A shareholder has a chance to appeal the decisions if there are violations of:
1. requirements (mandatory provisions) of the legislation or the company’s article of association alongside with the rights and legitimate interests of this shareholder who voted against or did not take part in the voting procedure;
2. requirements (mandatory provisions) of the legislation or the company’s article of association in case this shareholder voted in favor of this decision;
3. rights and legitimate interests of this shareholder who did not take part in the voting procedure because of the absence or inappropriate notification about holding the general meeting;
4. rights and legitimate interests of this shareholder and voting of this shareholder against could influence the voting results.

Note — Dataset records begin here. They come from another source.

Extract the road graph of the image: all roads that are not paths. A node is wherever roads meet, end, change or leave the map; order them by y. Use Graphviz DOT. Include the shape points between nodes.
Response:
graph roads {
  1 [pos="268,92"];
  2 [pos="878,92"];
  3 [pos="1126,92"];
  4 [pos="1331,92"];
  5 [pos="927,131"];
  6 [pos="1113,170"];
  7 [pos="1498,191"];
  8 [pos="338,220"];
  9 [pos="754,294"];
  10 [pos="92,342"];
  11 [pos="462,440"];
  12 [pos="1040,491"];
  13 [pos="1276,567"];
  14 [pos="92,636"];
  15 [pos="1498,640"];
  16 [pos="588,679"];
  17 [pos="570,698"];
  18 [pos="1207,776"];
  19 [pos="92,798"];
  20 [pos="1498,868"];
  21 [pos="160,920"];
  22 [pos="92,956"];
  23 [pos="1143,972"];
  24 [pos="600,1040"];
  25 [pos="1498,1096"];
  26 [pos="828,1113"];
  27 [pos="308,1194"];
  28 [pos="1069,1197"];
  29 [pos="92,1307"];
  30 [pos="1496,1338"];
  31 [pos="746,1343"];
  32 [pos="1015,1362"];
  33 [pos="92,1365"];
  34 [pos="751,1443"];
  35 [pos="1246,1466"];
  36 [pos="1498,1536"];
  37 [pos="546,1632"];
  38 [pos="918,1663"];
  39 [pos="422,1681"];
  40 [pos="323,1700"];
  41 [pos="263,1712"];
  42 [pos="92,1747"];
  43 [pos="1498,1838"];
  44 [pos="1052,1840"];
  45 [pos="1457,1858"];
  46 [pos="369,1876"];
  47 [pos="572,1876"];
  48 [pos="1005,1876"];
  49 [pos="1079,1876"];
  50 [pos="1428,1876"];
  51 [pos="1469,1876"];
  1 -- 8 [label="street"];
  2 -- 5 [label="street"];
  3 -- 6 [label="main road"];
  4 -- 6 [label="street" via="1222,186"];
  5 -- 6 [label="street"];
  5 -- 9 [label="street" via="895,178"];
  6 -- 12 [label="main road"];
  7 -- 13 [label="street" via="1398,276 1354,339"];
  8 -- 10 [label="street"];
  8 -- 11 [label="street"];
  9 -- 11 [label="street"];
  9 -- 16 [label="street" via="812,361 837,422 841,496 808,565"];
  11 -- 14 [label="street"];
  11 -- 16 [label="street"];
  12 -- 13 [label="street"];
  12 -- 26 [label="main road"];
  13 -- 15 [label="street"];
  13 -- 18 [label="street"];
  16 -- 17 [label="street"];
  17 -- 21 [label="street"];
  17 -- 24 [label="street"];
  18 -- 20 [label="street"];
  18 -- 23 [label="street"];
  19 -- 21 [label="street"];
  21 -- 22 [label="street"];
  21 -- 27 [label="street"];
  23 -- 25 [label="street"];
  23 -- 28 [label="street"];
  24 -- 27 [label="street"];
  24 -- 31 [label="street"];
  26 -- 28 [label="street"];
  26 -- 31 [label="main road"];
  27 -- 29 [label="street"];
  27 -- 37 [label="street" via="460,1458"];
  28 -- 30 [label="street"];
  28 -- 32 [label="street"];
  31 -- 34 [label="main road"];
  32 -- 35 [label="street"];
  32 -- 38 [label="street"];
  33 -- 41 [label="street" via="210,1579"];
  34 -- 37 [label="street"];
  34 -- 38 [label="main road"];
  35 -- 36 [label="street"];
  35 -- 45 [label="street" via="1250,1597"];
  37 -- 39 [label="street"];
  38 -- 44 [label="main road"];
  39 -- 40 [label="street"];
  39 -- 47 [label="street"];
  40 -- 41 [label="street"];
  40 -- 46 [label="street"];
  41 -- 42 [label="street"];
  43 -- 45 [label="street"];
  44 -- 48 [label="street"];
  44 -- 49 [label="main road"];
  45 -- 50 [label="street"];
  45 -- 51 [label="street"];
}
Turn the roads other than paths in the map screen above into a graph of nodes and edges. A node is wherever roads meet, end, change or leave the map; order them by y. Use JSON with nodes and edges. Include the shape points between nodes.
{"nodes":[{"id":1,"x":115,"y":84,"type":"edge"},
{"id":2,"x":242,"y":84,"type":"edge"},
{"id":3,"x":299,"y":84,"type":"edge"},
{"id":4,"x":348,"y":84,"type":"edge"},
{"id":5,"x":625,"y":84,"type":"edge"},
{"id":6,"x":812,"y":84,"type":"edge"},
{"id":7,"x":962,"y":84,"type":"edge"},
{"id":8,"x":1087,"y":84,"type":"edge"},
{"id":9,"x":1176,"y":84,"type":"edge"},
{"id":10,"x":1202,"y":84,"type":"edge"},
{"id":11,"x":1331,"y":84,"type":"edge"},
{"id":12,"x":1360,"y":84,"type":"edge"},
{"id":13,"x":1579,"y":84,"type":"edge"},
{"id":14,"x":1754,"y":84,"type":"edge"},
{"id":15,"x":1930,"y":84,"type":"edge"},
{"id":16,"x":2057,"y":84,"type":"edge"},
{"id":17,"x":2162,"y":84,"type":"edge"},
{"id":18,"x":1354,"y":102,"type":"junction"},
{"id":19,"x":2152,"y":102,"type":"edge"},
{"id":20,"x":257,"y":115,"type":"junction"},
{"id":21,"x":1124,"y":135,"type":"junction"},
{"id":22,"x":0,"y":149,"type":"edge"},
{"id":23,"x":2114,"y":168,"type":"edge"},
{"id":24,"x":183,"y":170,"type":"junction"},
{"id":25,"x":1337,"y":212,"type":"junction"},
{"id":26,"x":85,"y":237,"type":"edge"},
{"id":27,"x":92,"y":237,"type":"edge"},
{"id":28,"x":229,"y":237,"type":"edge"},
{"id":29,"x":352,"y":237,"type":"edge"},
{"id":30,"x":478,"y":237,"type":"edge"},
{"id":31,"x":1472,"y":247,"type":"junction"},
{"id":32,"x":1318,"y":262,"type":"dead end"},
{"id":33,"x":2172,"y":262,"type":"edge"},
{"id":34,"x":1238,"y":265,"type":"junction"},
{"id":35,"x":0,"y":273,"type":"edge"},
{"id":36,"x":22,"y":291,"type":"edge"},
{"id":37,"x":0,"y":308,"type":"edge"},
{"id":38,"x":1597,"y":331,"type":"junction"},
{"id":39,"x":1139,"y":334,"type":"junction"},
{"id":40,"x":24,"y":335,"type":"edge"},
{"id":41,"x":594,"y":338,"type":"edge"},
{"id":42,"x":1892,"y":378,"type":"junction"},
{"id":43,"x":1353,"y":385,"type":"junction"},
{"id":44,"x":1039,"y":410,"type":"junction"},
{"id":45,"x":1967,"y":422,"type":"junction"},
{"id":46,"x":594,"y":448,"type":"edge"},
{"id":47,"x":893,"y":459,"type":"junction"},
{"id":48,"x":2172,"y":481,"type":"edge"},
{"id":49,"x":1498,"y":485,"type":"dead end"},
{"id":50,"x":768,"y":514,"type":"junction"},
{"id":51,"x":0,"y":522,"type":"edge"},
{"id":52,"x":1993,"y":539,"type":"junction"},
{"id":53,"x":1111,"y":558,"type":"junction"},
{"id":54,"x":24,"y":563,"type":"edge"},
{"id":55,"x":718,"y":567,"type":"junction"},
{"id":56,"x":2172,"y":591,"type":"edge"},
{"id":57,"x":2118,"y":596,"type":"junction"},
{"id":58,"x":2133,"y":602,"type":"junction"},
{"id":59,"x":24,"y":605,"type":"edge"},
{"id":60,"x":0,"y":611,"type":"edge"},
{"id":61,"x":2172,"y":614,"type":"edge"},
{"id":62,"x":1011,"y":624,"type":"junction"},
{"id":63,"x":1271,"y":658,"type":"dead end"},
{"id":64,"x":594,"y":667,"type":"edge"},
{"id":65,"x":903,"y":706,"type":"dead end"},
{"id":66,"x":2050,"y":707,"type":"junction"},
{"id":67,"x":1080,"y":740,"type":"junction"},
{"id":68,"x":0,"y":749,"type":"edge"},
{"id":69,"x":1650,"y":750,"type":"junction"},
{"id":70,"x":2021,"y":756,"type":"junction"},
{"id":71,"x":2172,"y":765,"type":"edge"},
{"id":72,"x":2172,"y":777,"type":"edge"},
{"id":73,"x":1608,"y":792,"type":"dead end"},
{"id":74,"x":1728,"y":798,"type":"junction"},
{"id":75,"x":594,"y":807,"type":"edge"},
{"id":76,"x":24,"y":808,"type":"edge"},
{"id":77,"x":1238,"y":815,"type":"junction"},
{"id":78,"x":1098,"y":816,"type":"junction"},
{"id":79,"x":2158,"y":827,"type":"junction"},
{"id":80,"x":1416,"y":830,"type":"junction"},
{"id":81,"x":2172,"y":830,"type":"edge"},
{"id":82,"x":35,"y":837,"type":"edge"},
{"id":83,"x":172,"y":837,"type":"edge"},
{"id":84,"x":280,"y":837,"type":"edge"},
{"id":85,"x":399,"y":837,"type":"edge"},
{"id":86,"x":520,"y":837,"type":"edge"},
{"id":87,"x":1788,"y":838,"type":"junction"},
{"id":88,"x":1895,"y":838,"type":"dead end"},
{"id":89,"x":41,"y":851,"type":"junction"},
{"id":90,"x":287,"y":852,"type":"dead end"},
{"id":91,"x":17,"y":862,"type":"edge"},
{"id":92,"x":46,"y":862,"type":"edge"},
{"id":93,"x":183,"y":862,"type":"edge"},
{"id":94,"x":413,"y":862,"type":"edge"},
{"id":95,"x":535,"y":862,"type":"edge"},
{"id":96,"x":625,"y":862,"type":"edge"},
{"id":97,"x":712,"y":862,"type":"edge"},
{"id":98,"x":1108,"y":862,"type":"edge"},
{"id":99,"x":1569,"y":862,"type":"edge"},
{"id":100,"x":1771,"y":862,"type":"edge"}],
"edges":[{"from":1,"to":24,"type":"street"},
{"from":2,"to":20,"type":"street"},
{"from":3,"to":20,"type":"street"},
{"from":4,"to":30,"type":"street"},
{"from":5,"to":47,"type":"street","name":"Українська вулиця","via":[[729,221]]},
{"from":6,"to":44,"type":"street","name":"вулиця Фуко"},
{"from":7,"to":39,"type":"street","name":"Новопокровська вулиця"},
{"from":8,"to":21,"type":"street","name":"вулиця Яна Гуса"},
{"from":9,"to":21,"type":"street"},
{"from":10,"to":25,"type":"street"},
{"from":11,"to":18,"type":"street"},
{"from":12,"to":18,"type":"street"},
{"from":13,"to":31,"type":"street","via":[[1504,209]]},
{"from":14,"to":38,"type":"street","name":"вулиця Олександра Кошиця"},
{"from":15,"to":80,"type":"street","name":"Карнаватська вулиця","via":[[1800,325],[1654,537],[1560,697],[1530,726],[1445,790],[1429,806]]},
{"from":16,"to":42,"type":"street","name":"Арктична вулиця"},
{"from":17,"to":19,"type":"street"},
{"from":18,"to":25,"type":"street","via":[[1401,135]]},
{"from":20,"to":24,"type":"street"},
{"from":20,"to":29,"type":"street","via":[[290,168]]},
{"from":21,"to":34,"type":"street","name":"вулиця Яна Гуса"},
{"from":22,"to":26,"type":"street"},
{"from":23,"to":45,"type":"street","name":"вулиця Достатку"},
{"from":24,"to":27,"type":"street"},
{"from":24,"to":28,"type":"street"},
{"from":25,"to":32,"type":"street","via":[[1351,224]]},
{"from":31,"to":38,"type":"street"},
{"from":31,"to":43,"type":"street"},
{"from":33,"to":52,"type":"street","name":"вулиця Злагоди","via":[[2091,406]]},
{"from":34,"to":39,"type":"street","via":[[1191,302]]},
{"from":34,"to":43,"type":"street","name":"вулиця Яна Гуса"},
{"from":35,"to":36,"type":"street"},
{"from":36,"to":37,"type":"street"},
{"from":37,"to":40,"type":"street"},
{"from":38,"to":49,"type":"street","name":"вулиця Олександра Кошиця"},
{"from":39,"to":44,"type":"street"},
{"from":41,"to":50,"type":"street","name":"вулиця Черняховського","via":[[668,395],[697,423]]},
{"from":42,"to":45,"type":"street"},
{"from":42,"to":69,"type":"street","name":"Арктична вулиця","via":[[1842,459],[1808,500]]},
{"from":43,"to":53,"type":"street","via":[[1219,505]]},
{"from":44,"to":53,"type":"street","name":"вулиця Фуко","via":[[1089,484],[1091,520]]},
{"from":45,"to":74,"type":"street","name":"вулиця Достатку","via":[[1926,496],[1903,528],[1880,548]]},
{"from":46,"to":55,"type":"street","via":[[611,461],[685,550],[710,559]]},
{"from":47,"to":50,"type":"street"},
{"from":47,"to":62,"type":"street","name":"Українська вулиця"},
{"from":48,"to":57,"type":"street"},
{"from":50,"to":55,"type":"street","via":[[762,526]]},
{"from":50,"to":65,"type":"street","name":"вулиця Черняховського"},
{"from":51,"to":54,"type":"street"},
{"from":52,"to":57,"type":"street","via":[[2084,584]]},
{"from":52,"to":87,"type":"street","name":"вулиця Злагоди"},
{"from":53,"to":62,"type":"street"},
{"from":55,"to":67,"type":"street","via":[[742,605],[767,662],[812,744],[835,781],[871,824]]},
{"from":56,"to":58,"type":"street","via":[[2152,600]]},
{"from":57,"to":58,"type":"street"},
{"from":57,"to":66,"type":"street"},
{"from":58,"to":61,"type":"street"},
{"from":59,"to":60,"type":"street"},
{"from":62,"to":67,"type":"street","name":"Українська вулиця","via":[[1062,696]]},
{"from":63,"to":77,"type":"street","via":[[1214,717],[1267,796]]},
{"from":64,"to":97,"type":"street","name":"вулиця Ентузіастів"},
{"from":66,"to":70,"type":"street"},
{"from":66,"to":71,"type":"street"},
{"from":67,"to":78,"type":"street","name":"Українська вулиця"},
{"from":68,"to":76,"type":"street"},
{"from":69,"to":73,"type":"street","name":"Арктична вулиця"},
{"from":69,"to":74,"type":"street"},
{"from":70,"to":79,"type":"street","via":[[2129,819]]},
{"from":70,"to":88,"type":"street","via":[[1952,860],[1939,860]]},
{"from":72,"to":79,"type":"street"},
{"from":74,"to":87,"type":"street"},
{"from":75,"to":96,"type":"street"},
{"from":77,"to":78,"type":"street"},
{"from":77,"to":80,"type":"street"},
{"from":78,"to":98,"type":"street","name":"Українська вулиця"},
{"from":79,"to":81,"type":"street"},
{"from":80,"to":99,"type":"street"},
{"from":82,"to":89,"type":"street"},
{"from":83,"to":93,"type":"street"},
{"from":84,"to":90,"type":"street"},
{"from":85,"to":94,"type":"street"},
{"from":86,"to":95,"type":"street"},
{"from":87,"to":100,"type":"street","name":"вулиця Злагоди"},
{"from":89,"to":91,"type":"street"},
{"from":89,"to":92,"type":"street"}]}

However, it is important to understand that the appeal may be rejected if:
1. the appealed decision affects the rights and legitimate interests of the shareholder, but the requirements (mandatory provisions) of the legislation or the company’s article of association are not violated and along with this voting of this shareholder, who voted against or was absent while informed about holding the general meeting properly, could not influence the voting results;
2. the shareholder voted in favor of the appealed decision of the general meeting and this decision was made according to the requirements (mandatory provisions) of the legislation or the article of association.
Chances to have the lawsuit satisfied are less if the number of votes of a specific shareholder could not influence the voting results and if the implementation of the decision did not cause losses of the shareholder.
Even if the court cancels the decision of the annual general meeting with a regular agenda (approval of the annual reports, election of an internal auditor and Board of Directors’ members), the company’s activities will not be affected significantly. Appealing the decisions in the company without substantive conflicts isn’t worth it.
Moreover, the deadline for appeal shall be met, this is as follows: 3 months for open and closed joint-stock companies, 2 months for limited and additional liability companies. The period starts from the day when the shareholder knew or should have known about the decision made on the general meeting. So, as a rule, it starts from the day of making the decision for those who participated in the meeting, and after receiving the minutes of the meeting by post for those who did not take part.
How to get ready for similar situations in future?
It seems reasonable to adjust the article of association in order to consider the peculiarities of the company’s bodies activities in case of “emergency”. The main aspects (although they are not directly allowed under the legislation) are meeting cancellation and postponement as well as holding the meetings of the company’s bodies online and establishing the procedure of signing the minutes of such meetings.